[Work item]:
Using the data below, show every line where the word "edges" occurs.

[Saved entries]

== Segment start ==

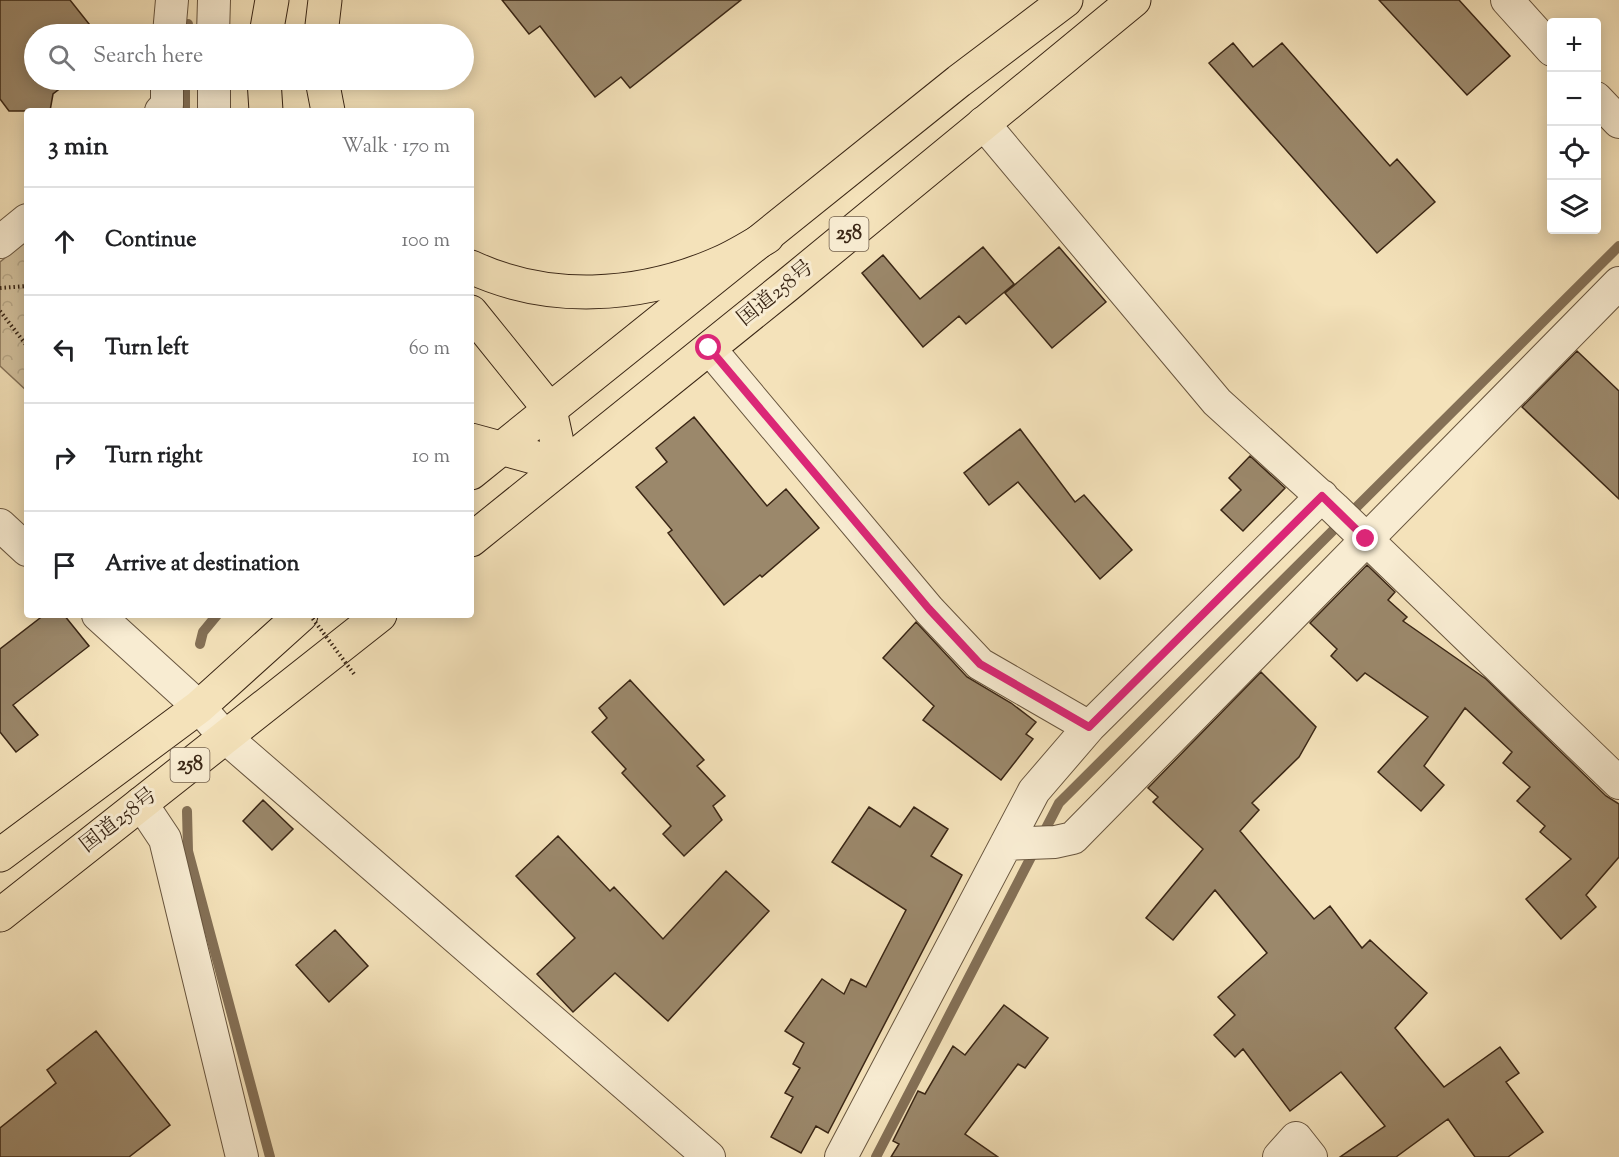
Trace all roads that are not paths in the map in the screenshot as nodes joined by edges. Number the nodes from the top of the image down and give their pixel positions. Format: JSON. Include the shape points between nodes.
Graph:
{"nodes":[{"id":1,"x":172,"y":0,"type":"edge"},
{"id":2,"x":272,"y":0,"type":"edge"},
{"id":3,"x":325,"y":0,"type":"edge"},
{"id":4,"x":1066,"y":0,"type":"edge"},
{"id":5,"x":1134,"y":0,"type":"edge"},
{"id":6,"x":1507,"y":0,"type":"edge"},
{"id":7,"x":207,"y":1,"type":"edge"},
{"id":8,"x":170,"y":24,"type":"edge"},
{"id":9,"x":211,"y":24,"type":"edge"},
{"id":10,"x":268,"y":24,"type":"edge"},
{"id":11,"x":322,"y":24,"type":"edge"},
{"id":12,"x":1547,"y":45,"type":"edge"},
{"id":13,"x":167,"y":90,"type":"edge"},
{"id":14,"x":214,"y":90,"type":"edge"},
{"id":15,"x":265,"y":90,"type":"edge"},
{"id":16,"x":324,"y":90,"type":"edge"},
{"id":17,"x":1601,"y":103,"type":"edge"},
{"id":18,"x":164,"y":108,"type":"edge"},
{"id":19,"x":214,"y":108,"type":"edge"},
{"id":20,"x":266,"y":108,"type":"edge"},
{"id":21,"x":327,"y":108,"type":"edge"},
{"id":22,"x":1619,"y":122,"type":"edge"},
{"id":23,"x":983,"y":123,"type":"junction"},
{"id":24,"x":24,"y":222,"type":"edge"},
{"id":25,"x":767,"y":237,"type":"junction"},
{"id":26,"x":0,"y":242,"type":"edge"},
{"id":27,"x":474,"y":268,"type":"edge"},
{"id":28,"x":1619,"y":283,"type":"edge"},
{"id":29,"x":474,"y":316,"type":"edge"},
{"id":30,"x":709,"y":348,"type":"junction"},
{"id":31,"x":550,"y":410,"type":"junction"},
{"id":32,"x":486,"y":444,"type":"edge"},
{"id":33,"x":562,"y":465,"type":"junction"},
{"id":34,"x":474,"y":467,"type":"edge"},
{"id":35,"x":1344,"y":518,"type":"junction"},
{"id":36,"x":0,"y":525,"type":"edge"},
{"id":37,"x":474,"y":538,"type":"edge"},
{"id":38,"x":24,"y":547,"type":"edge"},
{"id":39,"x":101,"y":618,"type":"edge"},
{"id":40,"x":299,"y":618,"type":"edge"},
{"id":41,"x":376,"y":618,"type":"edge"},
{"id":42,"x":199,"y":707,"type":"junction"},
{"id":43,"x":1089,"y":727,"type":"junction"},
{"id":44,"x":225,"y":737,"type":"junction"},
{"id":45,"x":1619,"y":783,"type":"edge"},
{"id":46,"x":141,"y":803,"type":"junction"},
{"id":47,"x":1014,"y":843,"type":"junction"},
{"id":48,"x":0,"y":855,"type":"edge"},
{"id":49,"x":0,"y":915,"type":"edge"},
{"id":50,"x":242,"y":1157,"type":"edge"},
{"id":51,"x":709,"y":1157,"type":"edge"},
{"id":52,"x":841,"y":1157,"type":"edge"},
{"id":53,"x":1279,"y":1157,"type":"edge"},
{"id":54,"x":1311,"y":1157,"type":"edge"}],
"edges":[{"from":1,"to":8,"type":"street"},
{"from":2,"to":10,"type":"highway"},
{"from":3,"to":11,"type":"highway"},
{"from":4,"to":25,"type":"highway","number":"258"},
{"from":5,"to":23,"type":"highway","name":"国道258号","number":"258"},
{"from":6,"to":12,"type":"street"},
{"from":7,"to":9,"type":"street"},
{"from":13,"to":18,"type":"street"},
{"from":14,"to":19,"type":"street"},
{"from":15,"to":20,"type":"highway"},
{"from":16,"to":21,"type":"highway"},
{"from":17,"to":22,"type":"street"},
{"from":23,"to":30,"type":"highway","name":"国道258号","number":"258"},
{"from":23,"to":35,"type":"street","via":[[1217,402]]},
{"from":24,"to":26,"type":"street"},
{"from":25,"to":27,"type":"highway","via":[[715,265],[668,281],[620,291],[575,293],[530,287]]},
{"from":25,"to":31,"type":"highway","number":"258"},
{"from":28,"to":35,"type":"street"},
{"from":29,"to":31,"type":"highway"},
{"from":30,"to":33,"type":"highway","name":"国道258号","number":"258"},
{"from":30,"to":43,"type":"street","via":[[980,664]]},
{"from":31,"to":32,"type":"highway","number":"258"},
{"from":31,"to":33,"type":"highway"},
{"from":32,"to":33,"type":"highway"},
{"from":32,"to":34,"type":"highway","number":"258"},
{"from":33,"to":37,"type":"highway","name":"国道258号","number":"258"},
{"from":35,"to":43,"type":"street"},
{"from":35,"to":45,"type":"street"},
{"from":35,"to":47,"type":"street","via":[[1073,838]]},
{"from":36,"to":38,"type":"street"},
{"from":39,"to":42,"type":"street"},
{"from":40,"to":42,"type":"highway","name":"国道258号","number":"258"},
{"from":41,"to":44,"type":"highway","name":"国道258号","number":"258"},
{"from":42,"to":44,"type":"street"},
{"from":42,"to":48,"type":"highway","name":"国道258号","number":"258"},
{"from":43,"to":47,"type":"street","via":[[1034,792]]},
{"from":44,"to":46,"type":"highway","name":"国道258号","number":"258"},
{"from":44,"to":51,"type":"street"},
{"from":46,"to":49,"type":"highway","name":"国道258号","number":"258"},
{"from":46,"to":50,"type":"street","via":[[165,838]]},
{"from":47,"to":52,"type":"street"},
{"from":53,"to":54,"type":"street","via":[[1296,1138]]}]}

== Segment end ==

[Your response]:
Trace all roads that are not paths in the map in the screenshot as nodes joined by edges. Number the nodes from the top of the image down and give their pixel positions. Format: JSON. Include the shape points between nodes.
"edges":[{"from":1,"to":8,"type":"street"},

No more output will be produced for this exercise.